In her third outing as director, Asia Argento physically takes herself out of frame (after assuming the lead roles in both Scarlet Diva and The Heart Is Deceitful Above All Things) for her most personal film to date. In many ways beyond the fact that Argento starred in Catherine Breillat's The Last Mistress, Misunderstood pairs rather well with Abuse of Weakness, as both films turn the directors' own lives into fiction to explore some rather profound and complex emotions (though Argento said if she really wanted to make a film about her parents, it'd be more along the lines of Capturing the Friedmans than this). In Misunderstood, Argento paints a candy-colored diorama of Rome in the early 1980s where nine-year-old Aria, brilliantly played by Giulia Salerno, lives with her occasionally volatile, often neurotic, and consistently self-centered parents and her two sisters. Aria's father (Gabriel Garko) is a handsome, vain, superstitious actor who is a bit of a celebrity in Italy. Her mother (Charlotte Gainsbourg) is a beautiful musician who changes her style with every successive lover who enters (and inevitably leaves) their lives.

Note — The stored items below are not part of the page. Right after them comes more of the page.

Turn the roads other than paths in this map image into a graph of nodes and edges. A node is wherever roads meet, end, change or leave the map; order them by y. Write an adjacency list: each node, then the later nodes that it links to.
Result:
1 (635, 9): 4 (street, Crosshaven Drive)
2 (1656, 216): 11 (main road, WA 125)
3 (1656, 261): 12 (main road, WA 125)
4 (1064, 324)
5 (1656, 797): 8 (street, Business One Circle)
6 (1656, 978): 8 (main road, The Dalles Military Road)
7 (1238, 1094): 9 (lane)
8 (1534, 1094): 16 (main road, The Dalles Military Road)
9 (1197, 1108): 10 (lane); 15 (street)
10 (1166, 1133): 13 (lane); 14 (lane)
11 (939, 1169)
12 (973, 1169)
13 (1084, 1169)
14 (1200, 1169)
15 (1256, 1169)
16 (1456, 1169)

What follows is a series of blow-ups that send Aria back and forth between her parents' respective homes, with her two sisters—one the older half sister who has the makings of a young Anna Nicole Smith, the other a pretty brunette who looks just like her mother—taking permanent stay with their respective parent. What's most impressive about Misunderstood is Argento's ability to capture the spirit of youth, in all its folly, heartache, and confusion. She pulls a truly remarkable performance out of her young lead actress, who is so perfectly wide-eyed and with a face that expresses the competing sensations of excitement and disappointment. Again like another Breillat film, Fat Girl, Argento understands the difficult forces that run through family—emotions and actions that occur between siblings and parents, many of which directly conflict the emotions and actions they had previously displayed, on an unpredictable cycle. Tenderness and spite come in equal measures. Equally entrancing and heartbreaking, Misunderstood showcases Argento's ever-increasing strength as a filmmaker with an impressive vision. Let's just hope it doesn't take her another ten years to direct her next film.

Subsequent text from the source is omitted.